One reason for the array of tailored therapies is that breast cancer isn’t a single entity. The many distinct types of cancer require that tumor subtype be known to tailor treatment for each patient. For example, cancers with estrogen or progesterone hormone receptor expression—or both—are classified as ER+ or PR+ breast cancer. So-called triple negative breast cancer lacks estrogen, progesterone, and HER2 protein. This type of breast cancer is notable because few tailored therapies for it exist, and it therefore carries a less favorable prognosis.

The availability of multiple tailored treatments means that oncologists must identify which patients will benefit from each. Guess who they turn to in this venture? In Kaklamani’s view, “the laboratory is more and more important” for selecting which patients are candidates for specific treatment types. Oncologists rely on multiple pathology specialties, including anatomic pathology as well as hematology, chemistry, immunology, and genomics laboratories, to create comprehensive and tailored treatment plans.

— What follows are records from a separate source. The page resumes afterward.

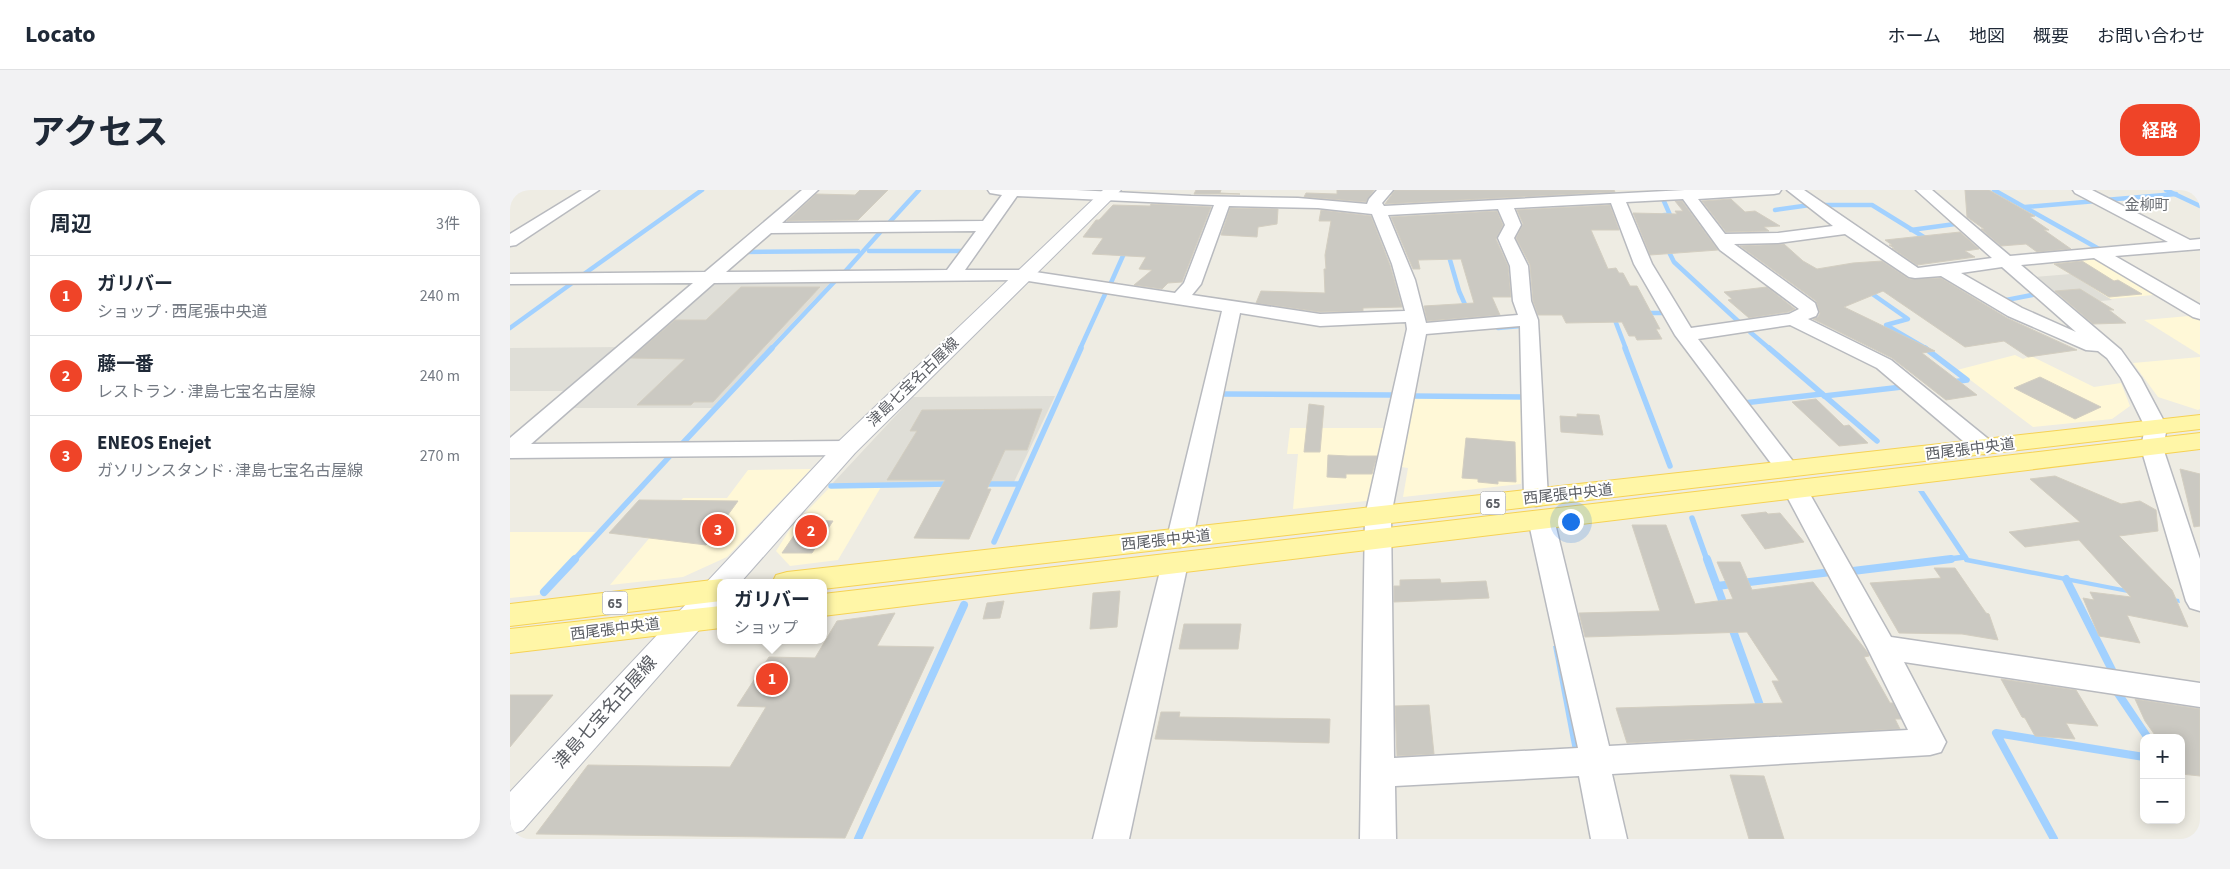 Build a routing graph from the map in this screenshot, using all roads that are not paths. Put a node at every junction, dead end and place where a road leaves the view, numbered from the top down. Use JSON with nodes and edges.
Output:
{"nodes":[{"id":1,"x":592,"y":190,"type":"edge"},
{"id":2,"x":811,"y":190,"type":"edge"},
{"id":3,"x":995,"y":190,"type":"edge"},
{"id":4,"x":1386,"y":190,"type":"edge"},
{"id":5,"x":1774,"y":190,"type":"edge"},
{"id":6,"x":1794,"y":190,"type":"edge"},
{"id":7,"x":1923,"y":190,"type":"edge"},
{"id":8,"x":2080,"y":190,"type":"edge"},
{"id":9,"x":1013,"y":191,"type":"edge"},
{"id":10,"x":1745,"y":191,"type":"edge"},
{"id":11,"x":1109,"y":194,"type":"edge"},
{"id":12,"x":1687,"y":194,"type":"junction"},
{"id":13,"x":1271,"y":195,"type":"edge"},
{"id":14,"x":1550,"y":196,"type":"edge"},
{"id":15,"x":1617,"y":198,"type":"junction"},
{"id":16,"x":1222,"y":201,"type":"junction"},
{"id":17,"x":1504,"y":204,"type":"junction"},
{"id":18,"x":1378,"y":211,"type":"junction"},
{"id":19,"x":988,"y":226,"type":"junction"},
{"id":20,"x":767,"y":228,"type":"junction"},
{"id":21,"x":1848,"y":230,"type":"junction"},
{"id":22,"x":1721,"y":239,"type":"junction"},
{"id":23,"x":510,"y":241,"type":"edge"},
{"id":24,"x":2196,"y":247,"type":"edge"},
{"id":25,"x":2097,"y":253,"type":"junction"},
{"id":26,"x":2006,"y":261,"type":"junction"},
{"id":27,"x":1944,"y":271,"type":"junction"},
{"id":28,"x":1022,"y":275,"type":"junction"},
{"id":29,"x":952,"y":276,"type":"junction"},
{"id":30,"x":710,"y":278,"type":"junction"},
{"id":31,"x":510,"y":279,"type":"edge"},
{"id":32,"x":1178,"y":299,"type":"junction"},
{"id":33,"x":1232,"y":307,"type":"junction"},
{"id":34,"x":2200,"y":313,"type":"edge"},
{"id":35,"x":1793,"y":319,"type":"junction"},
{"id":36,"x":1529,"y":320,"type":"junction"},
{"id":37,"x":1416,"y":323,"type":"junction"},
{"id":38,"x":1685,"y":335,"type":"junction"},
{"id":39,"x":2114,"y":354,"type":"junction"},
{"id":40,"x":2200,"y":422,"type":"edge"},
{"id":41,"x":2154,"y":438,"type":"junction"},
{"id":42,"x":2200,"y":442,"type":"edge"},
{"id":43,"x":1984,"y":447,"type":"junction"},
{"id":44,"x":846,"y":448,"type":"junction"},
{"id":45,"x":510,"y":451,"type":"edge"},
{"id":46,"x":1791,"y":479,"type":"junction"},
{"id":47,"x":1539,"y":508,"type":"junction"},
{"id":48,"x":1378,"y":527,"type":"junction"},
{"id":49,"x":1177,"y":550,"type":"junction"},
{"id":50,"x":732,"y":579,"type":"edge"},
{"id":51,"x":827,"y":580,"type":"edge"},
{"id":52,"x":2198,"y":589,"type":"edge"},
{"id":53,"x":717,"y":593,"type":"edge"},
{"id":54,"x":717,"y":596,"type":"edge"},
{"id":55,"x":827,"y":604,"type":"edge"},
{"id":56,"x":510,"y":615,"type":"edge"},
{"id":57,"x":687,"y":621,"type":"junction"},
{"id":58,"x":510,"y":641,"type":"edge"},
{"id":59,"x":1882,"y":647,"type":"junction"},
{"id":60,"x":2200,"y":695,"type":"edge"},
{"id":61,"x":1595,"y":762,"type":"junction"},
{"id":62,"x":1379,"y":773,"type":"junction"},
{"id":63,"x":510,"y":818,"type":"edge"},
{"id":64,"x":1111,"y":839,"type":"edge"},
{"id":65,"x":1378,"y":839,"type":"edge"},
{"id":66,"x":1609,"y":839,"type":"edge"}],
"edges":[{"from":1,"to":23,"type":"street"},
{"from":2,"to":20,"type":"street"},
{"from":3,"to":9,"type":"street"},
{"from":4,"to":18,"type":"street"},
{"from":5,"to":10,"type":"street"},
{"from":6,"to":21,"type":"street"},
{"from":7,"to":26,"type":"street"},
{"from":8,"to":24,"type":"street"},
{"from":9,"to":11,"type":"street"},
{"from":9,"to":19,"type":"street"},
{"from":10,"to":12,"type":"street"},
{"from":11,"to":16,"type":"street"},
{"from":11,"to":28,"type":"main road","name":"津島七宝名古屋線"},
{"from":12,"to":15,"type":"street"},
{"from":12,"to":22,"type":"street"},
{"from":13,"to":16,"type":"street"},
{"from":13,"to":18,"type":"street"},
{"from":14,"to":15,"type":"street"},
{"from":14,"to":17,"type":"street"},
{"from":15,"to":38,"type":"street"},
{"from":16,"to":32,"type":"street"},
{"from":17,"to":18,"type":"street"},
{"from":17,"to":36,"type":"street"},
{"from":18,"to":37,"type":"street"},
{"from":19,"to":20,"type":"street"},
{"from":19,"to":29,"type":"street"},
{"from":20,"to":30,"type":"street"},
{"from":21,"to":22,"type":"street"},
{"from":21,"to":27,"type":"street"},
{"from":22,"to":35,"type":"street"},
{"from":24,"to":25,"type":"street"},
{"from":25,"to":26,"type":"street"},
{"from":25,"to":34,"type":"street"},
{"from":26,"to":27,"type":"street"},
{"from":26,"to":39,"type":"street"},
{"from":27,"to":39,"type":"street"},
{"from":28,"to":29,"type":"street"},
{"from":28,"to":32,"type":"street"},
{"from":28,"to":44,"type":"main road","name":"津島七宝名古屋線"},
{"from":29,"to":30,"type":"street"},
{"from":30,"to":31,"type":"street"},
{"from":30,"to":45,"type":"street"},
{"from":32,"to":33,"type":"street"},
{"from":33,"to":37,"type":"street"},
{"from":33,"to":49,"type":"street"},
{"from":35,"to":38,"type":"street"},
{"from":35,"to":43,"type":"street"},
{"from":36,"to":37,"type":"street"},
{"from":36,"to":47,"type":"street"},
{"from":37,"to":48,"type":"street"},
{"from":38,"to":46,"type":"street"},
{"from":39,"to":41,"type":"street"},
{"from":40,"to":41,"type":"main road","name":"西尾張中央道","number":"65"},
{"from":41,"to":42,"type":"main road","name":"西尾張中央道","number":"65"},
{"from":41,"to":43,"type":"main road","name":"西尾張中央道","number":"65"},
{"from":41,"to":46,"type":"main road","name":"西尾張中央道","number":"65"},
{"from":41,"to":52,"type":"street"},
{"from":43,"to":46,"type":"main road","name":"西尾張中央道","number":"65"},
{"from":44,"to":45,"type":"street"},
{"from":44,"to":50,"type":"main road","name":"津島七宝名古屋線"},
{"from":46,"to":47,"type":"main road","name":"西尾張中央道","number":"65"},
{"from":46,"to":59,"type":"street"},
{"from":47,"to":48,"type":"main road","name":"西尾張中央道","number":"65"},
{"from":47,"to":61,"type":"street"},
{"from":48,"to":49,"type":"main road","name":"西尾張中央道","number":"65"},
{"from":48,"to":62,"type":"street"},
{"from":49,"to":51,"type":"main road","name":"西尾張中央道","number":"65"},
{"from":49,"to":55,"type":"main road","name":"西尾張中央道","number":"65"},
{"from":49,"to":64,"type":"street"},
{"from":53,"to":56,"type":"main road","name":"西尾張中央道","number":"65"},
{"from":54,"to":57,"type":"main road","name":"津島七宝名古屋線"},
{"from":57,"to":58,"type":"main road","name":"西尾張中央道","number":"65"},
{"from":57,"to":63,"type":"main road","name":"津島七宝名古屋線"},
{"from":59,"to":60,"type":"street"},
{"from":59,"to":61,"type":"street"},
{"from":61,"to":62,"type":"street"},
{"from":61,"to":66,"type":"street"},
{"from":62,"to":65,"type":"street"}]} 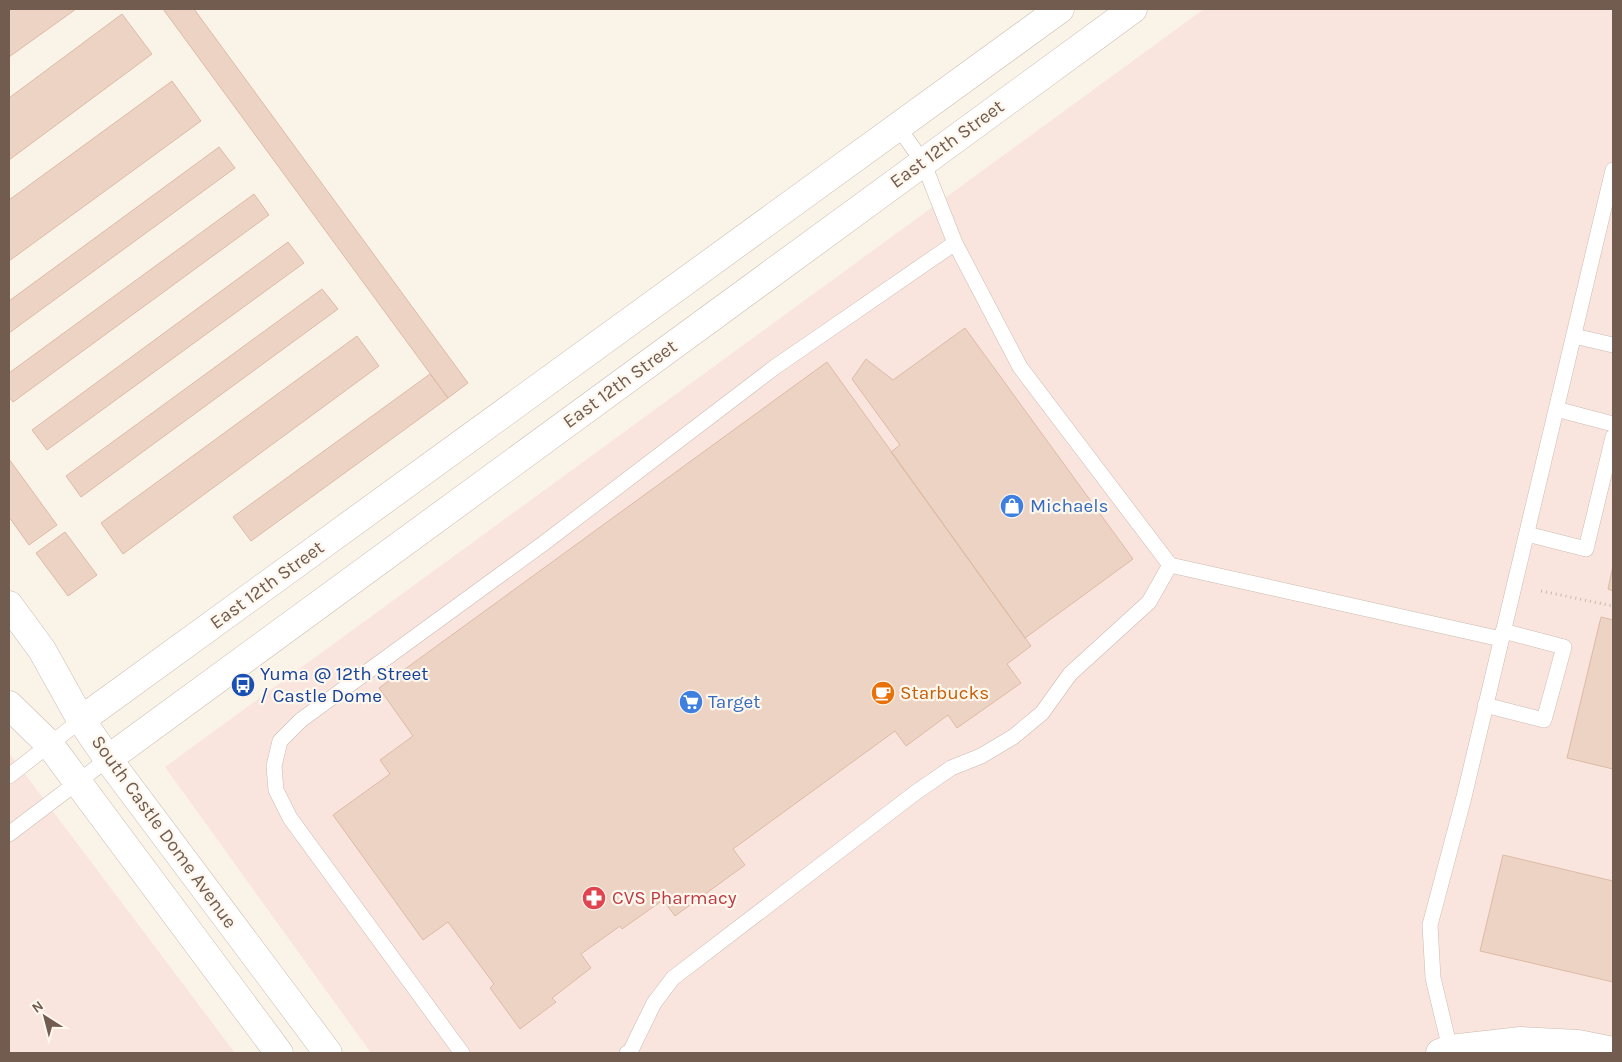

Keeping in mind that cancer arises from deregulation of normal checks and balances on cell proliferation, some tumors inevitably will become resistant to targeted therapies. This is yet another opportunity for laboratories to support oncologists, as resistance can often be detected at a molecular level before clinical symptoms manifest. Excellent communication between laboratories and oncology teams is important to guide appropriate use of combination therapy or more aggressive therapy.

Much work remains in optimizing our ability to tailor candidate treatments for individual patients. However, as tailored therapies become more integrated in cancer care so too does the need for strong partnerships between laboratories and oncology providers.